# [X11/MISC] programik do tworzenia listy TODO na pulpicie

## _troll_

Witam!

Nie zna ktos jakiegos dobrego programiku do tworzenia/edycji/pokazywania listy TODO na pulpicie? Moje poszukiwania nie przyniosly nic ciekawego...

Najchetniej pod KDE/superkamabe, ale jesli nie ma nic dobrego pod to - to cokolwiek... Czasem sie zaczynam 'gubic'  :Wink: )

PS. nie musi byc w portage. Zrobi sie najwyzej  :Wink: 

Z gory dzieki.

Pozdrawiam,

Przemek

----------

## Rav70

Todo List - plugin do karamby. Nie wiem jak z jego "dobrocią", nie testowałem  :Wink: 

Pozdr. Rav

----------

## milu

Żółte karteczki nie wystarczają? (ja mam gnomowe, a właściwie na GTK2 - xpad)  :Razz: 

P.S. Możesz zajrzeć jeszcze np tutaj

----------

## Raku

Takie jak moje może być?

jeśli tak, podeślę ci theme, to sobie wygrzebiesz właściwą część

----------

## _troll_

Rav - thx; nie wiem jak to przegapilem... niestety odpala sie, ale nic nie moge zrobic; musze pogrzebac jeszcze.

milu - xpad wyglada zachecajaco z dokladnoscia do jednej rzeczy : czy moge tworzyc cos ala zolte karteczki - a wiec duzo notatek na pulpicie i z roznymi kolorami tla, w zalaznosci od przeznaczenia/grupy?
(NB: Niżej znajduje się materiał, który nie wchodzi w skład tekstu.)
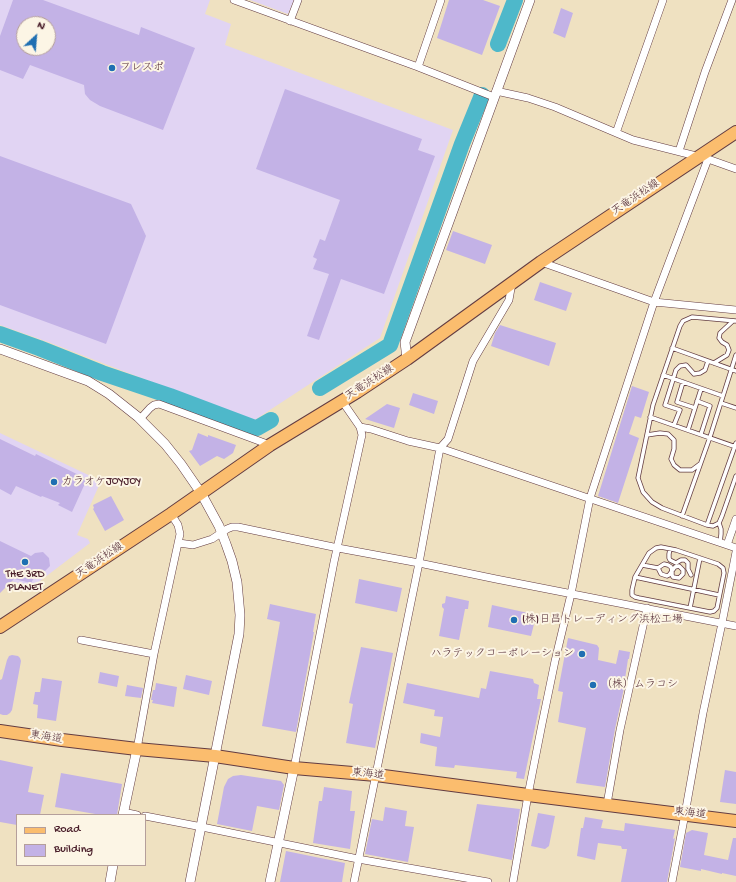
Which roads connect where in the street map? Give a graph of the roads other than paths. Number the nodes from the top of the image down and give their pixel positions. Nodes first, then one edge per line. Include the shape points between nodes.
1 (234, 0) edge
2 (298, 0) edge
3 (441, 0) edge
4 (530, 0) edge
5 (663, 0) edge
6 (732, 0) edge
7 (290, 20) junction
8 (418, 67) junction
9 (495, 94) junction
10 (736, 132) edge
11 (616, 133) junction
12 (679, 151) junction
13 (703, 158) junction
14 (736, 169) edge
15 (541, 262) junction
16 (512, 283) junction
17 (654, 302) junction
18 (736, 310) edge
19 (734, 321) edge
20 (672, 348) junction
21 (0, 349) edge
22 (736, 356) edge
23 (407, 359) junction
24 (708, 361) junction
25 (714, 363) junction
26 (732, 369) junction
27 (736, 371) edge
28 (663, 375) junction
29 (673, 379) junction
30 (683, 382) junction
31 (701, 389) junction
32 (723, 396) junction
33 (342, 401) junction
34 (698, 401) junction
35 (721, 403) junction
36 (695, 408) junction
37 (736, 408) edge
38 (650, 417) junction
39 (140, 418) junction
40 (674, 425) junction
41 (360, 427) junction
42 (688, 430) junction
43 (647, 434) junction
44 (701, 434) junction
45 (710, 437) junction
46 (270, 445) junction
47 (736, 445) edge
48 (440, 448) junction
49 (700, 464) junction
50 (736, 476) edge
51 (201, 493) junction
52 (590, 498) junction
53 (171, 514) junction
54 (682, 516) junction
55 (736, 519) edge
56 (719, 523) junction
57 (707, 525) junction
58 (222, 532) junction
59 (720, 542) junction
60 (179, 543) junction
61 (727, 545) junction
62 (338, 548) junction
63 (736, 548) edge
64 (670, 549) junction
65 (736, 552) edge
66 (700, 558) junction
67 (419, 563) junction
68 (642, 565) junction
69 (658, 568) junction
70 (672, 571) junction
71 (683, 574) junction
72 (691, 575) junction
73 (697, 576) junction
74 (635, 577) junction
75 (694, 590) junction
76 (571, 594) junction
77 (719, 595) junction
78 (647, 608) junction
79 (690, 608) junction
80 (722, 623) junction
81 (736, 626) edge
82 (0, 627) edge
83 (81, 640) dead end
84 (154, 654) junction
85 (0, 731) edge
86 (137, 749) junction
87 (215, 756) junction
88 (294, 768) junction
89 (376, 775) junction
90 (528, 795) junction
91 (607, 804) junction
92 (123, 814) edge
93 (685, 814) junction
94 (146, 816) edge
95 (736, 820) edge
96 (202, 827) junction
97 (278, 842) junction
98 (358, 859) junction
99 (113, 866) edge
100 (110, 882) edge
101 (190, 882) edge
102 (270, 882) edge
103 (354, 882) edge
104 (488, 882) edge
105 (513, 882) edge
106 (672, 882) edge

1 - 7 street
2 - 7 street
3 - 8 street
4 - 9 street
5 - 11 street
6 - 12 street
7 - 8 street
8 - 9 street
9 - 11 street via 528,98
9 - 23 street via 405,342
10 - 13 main road, 天竜浜松線
11 - 12 street via 633,140
12 - 13 street
13 - 14 street
13 - 15 main road, 天竜浜松線
13 - 17 street
15 - 16 main road, 天竜浜松線
15 - 17 street
16 - 23 main road, 天竜浜松線
16 - 48 street via 509,300 473,361 448,439
17 - 18 street
17 - 52 street
19 - 20 lane via 692,317 680,326
19 - 25 lane via 720,333 719,338 729,350 727,355
20 - 24 lane
20 - 28 lane
21 - 39 street via 88,381
22 - 26 lane
23 - 33 main road, 天竜浜松線
24 - 25 lane
24 - 29 lane via 705,370 700,373 694,374 686,365 680,366
25 - 26 lane
26 - 27 lane
26 - 32 lane
28 - 29 lane
28 - 38 lane
29 - 30 lane
29 - 40 lane via 665,405 680,410
30 - 31 lane
30 - 36 lane via 677,402
31 - 32 lane
31 - 34 lane
32 - 35 lane
33 - 41 street
33 - 46 main road, 天竜浜松線
34 - 36 lane
34 - 44 lane via 710,406
35 - 37 lane
35 - 45 lane
36 - 42 lane
38 - 40 lane
38 - 43 lane
39 - 46 street via 158,404
39 - 51 street via 165,444
40 - 42 lane
41 - 48 street
41 - 62 street via 362,435
42 - 44 lane
43 - 49 lane via 668,434 674,440 672,459 680,470 692,470
43 - 54 lane via 638,478 643,492 652,502
44 - 45 lane
45 - 47 lane
45 - 49 lane
46 - 51 main road, 天竜浜松線
47 - 57 lane
48 - 52 street
48 - 67 street
49 - 54 lane
50 - 56 lane
51 - 53 main road, 天竜浜松線
51 - 58 street
52 - 59 street
52 - 76 street
53 - 60 street via 179,526
53 - 82 main road, 天竜浜松線
54 - 57 lane
55 - 61 street
56 - 57 lane
56 - 59 lane
58 - 60 street via 193,545
58 - 62 street via 238,527
58 - 87 street via 237,582 240,625
59 - 61 street
60 - 84 street
61 - 63 street
62 - 67 street
62 - 88 street
64 - 66 lane
64 - 68 lane via 656,548 649,553
64 - 72 lane via 670,560 676,563 681,560 688,562
65 - 80 street
66 - 73 lane
66 - 77 lane via 723,568
67 - 76 street
67 - 89 street
68 - 69 lane
68 - 74 lane
69 - 70 lane via 668,564
69 - 70 lane via 664,576
70 - 71 lane via 673,577 676,578
70 - 71 lane via 675,566 679,566
71 - 72 lane
72 - 73 lane
73 - 75 lane
74 - 75 lane
74 - 79 lane via 632,590 634,597
75 - 77 lane
75 - 79 lane
76 - 78 street
76 - 90 street
77 - 79 lane via 714,611
78 - 80 street
78 - 91 street via 620,730
80 - 81 street
80 - 93 street via 702,713
83 - 84 street
84 - 86 street
85 - 86 main road, 東海道
86 - 87 main road, 東海道
86 - 92 street
87 - 88 main road, 東海道
87 - 96 street
88 - 89 main road, 東海道
88 - 97 street
89 - 90 main road, 東海道
89 - 98 street
90 - 91 main road, 東海道
90 - 105 street
91 - 93 main road, 東海道
93 - 95 main road, 東海道
93 - 106 street
94 - 96 street
96 - 97 street
96 - 101 street
97 - 98 street
97 - 102 street
98 - 103 street
98 - 104 street
99 - 100 street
link w ps jest b. ciekawy  :Very Happy: 

raku - sam pisales ten theme? wyglada ciekawe... moze daloby rade cos z tego wycisnac 'pode mnie'... moj JID: troll@chrome.pl - jesli bedziesz mial chwile daj znac.

Dzieki wszystkim!

Pozdrawiam,

Przemek

----------

## Raku

Troll - jesteś drugą osobą, która o niego prosi. Jutro postaram się go wrzucić na WWW i zapodam tu linka (musze tylko usunąć hasła do serwerów pocztowych  :Wink: )
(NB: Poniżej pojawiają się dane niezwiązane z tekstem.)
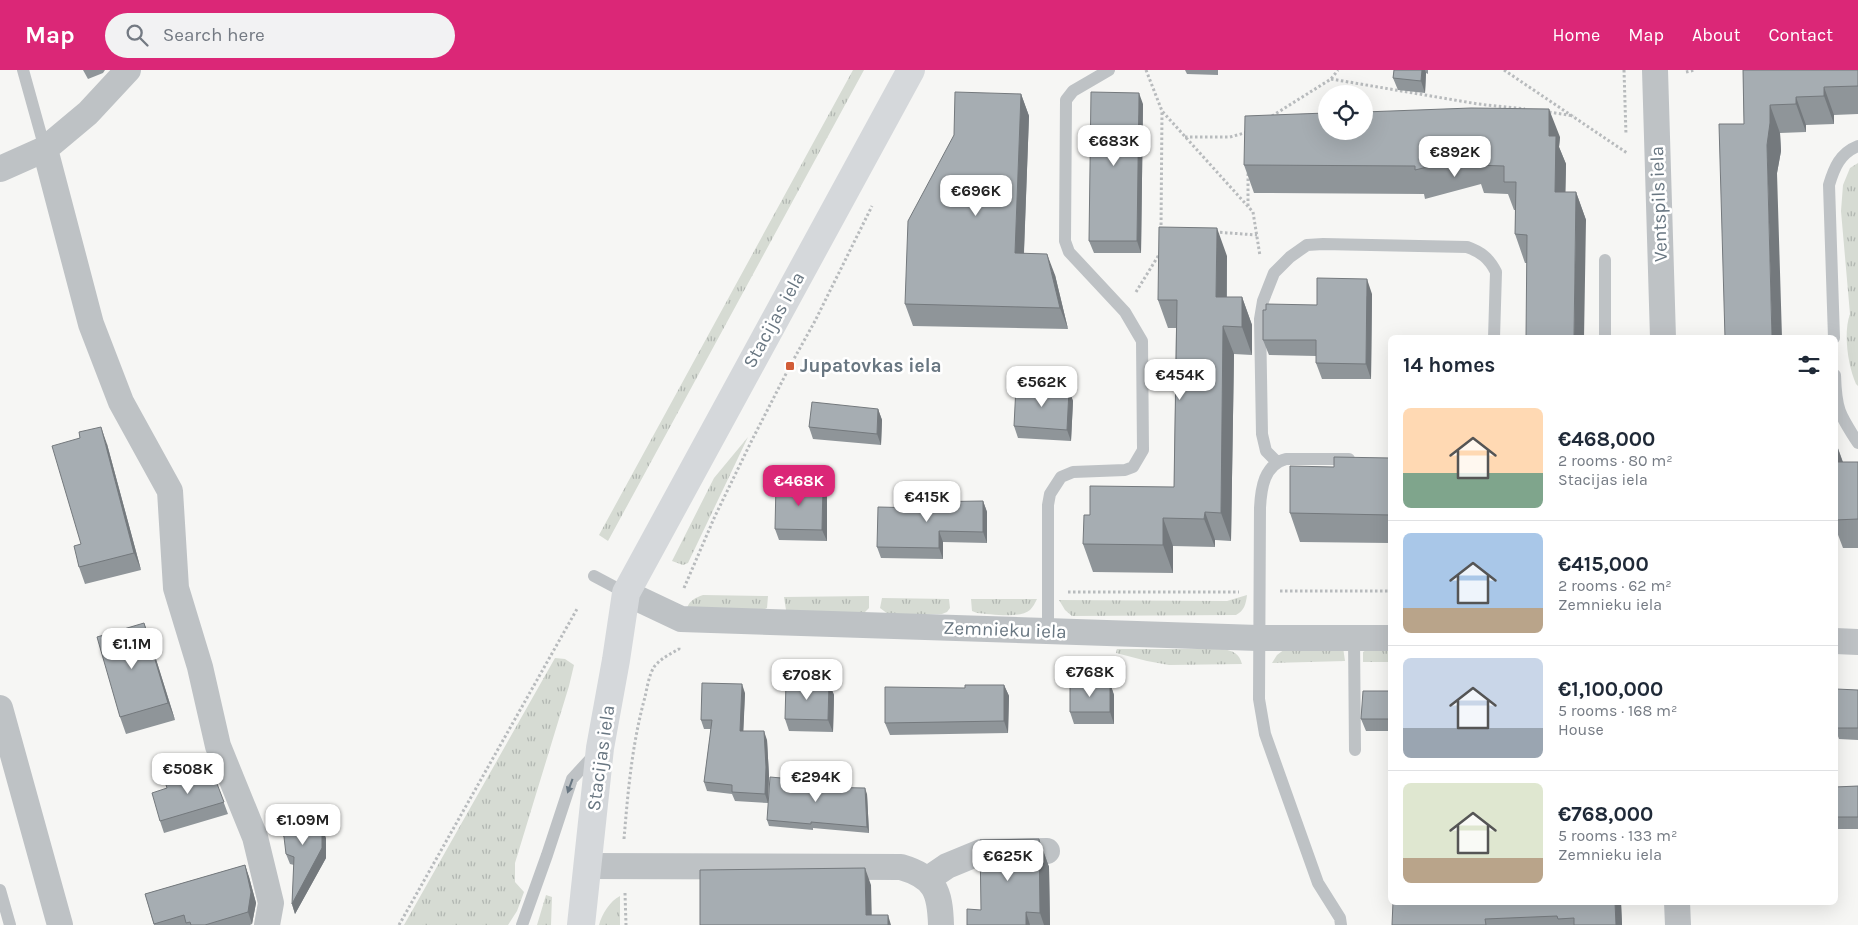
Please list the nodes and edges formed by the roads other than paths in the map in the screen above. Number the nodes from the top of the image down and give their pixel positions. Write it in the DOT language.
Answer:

To przeróbka kilku dostępnych na www.kde-look.org theme'ów. Pogoda nie należy do tego theme'u - jest tylko tak wkomponowana, żeby stanowić optycznie całość.

----------

## Tommm

takie cos jeszcze jest: http://basket.kde.org/

mozna wrzucac linki, notatki, dodawac ptaszki do "odptaszkowywania", ma zakladki, itp. itd, ogolnie calkiem fajne  :Smile: 

oczywiscie to nie jest na pulpit, tylko siedzi sobie w tray'u, ale warto wyprobowac  :Wink: 

aaaa - jeszcze co do zoltych karteczek - w kde tez sa - knotes  :Smile: 

----------

## nelchael

 *Tommm wrote:*   

> aaaa - jeszcze co do zoltych karteczek - w kde tez sa - knotes 

 

Jakos nie chce mi sie mergowac polowy KDE dla zoltych karteczek na pulpicie...  :Laughing:   :Wink: 

----------

## Rav70

 *nelchael wrote:*   

>  *Tommm wrote:*   aaaa - jeszcze co do zoltych karteczek - w kde tez sa - knotes  
> 
> Jakos nie chce mi sie mergowac polowy KDE dla zoltych karteczek na pulpicie...  

 

Cóż oryginalne pytanie dotyczyło wynalazku "chodzącego" właśnie w KDE więc.... (PB, MSPANC  :Wink:  )

Pozdr. Rav

----------

## _troll_

 *Tommm wrote:*   

> takie cos jeszcze jest: http://basket.kde.org/
> 
> mozna wrzucac linki, notatki, dodawac ptaszki do "odptaszkowywania", ma zakladki, itp. itd, ogolnie calkiem fajne 
> 
> oczywiscie to nie jest na pulpit, tylko siedzi sobie w tray'u, ale warto wyprobowac 

 

Hmmm - przyznaje, ze wyglada milusio. Majac tray'a moge sobie desktop olac (i tak 99% czasu jest mam przykryty pulpit).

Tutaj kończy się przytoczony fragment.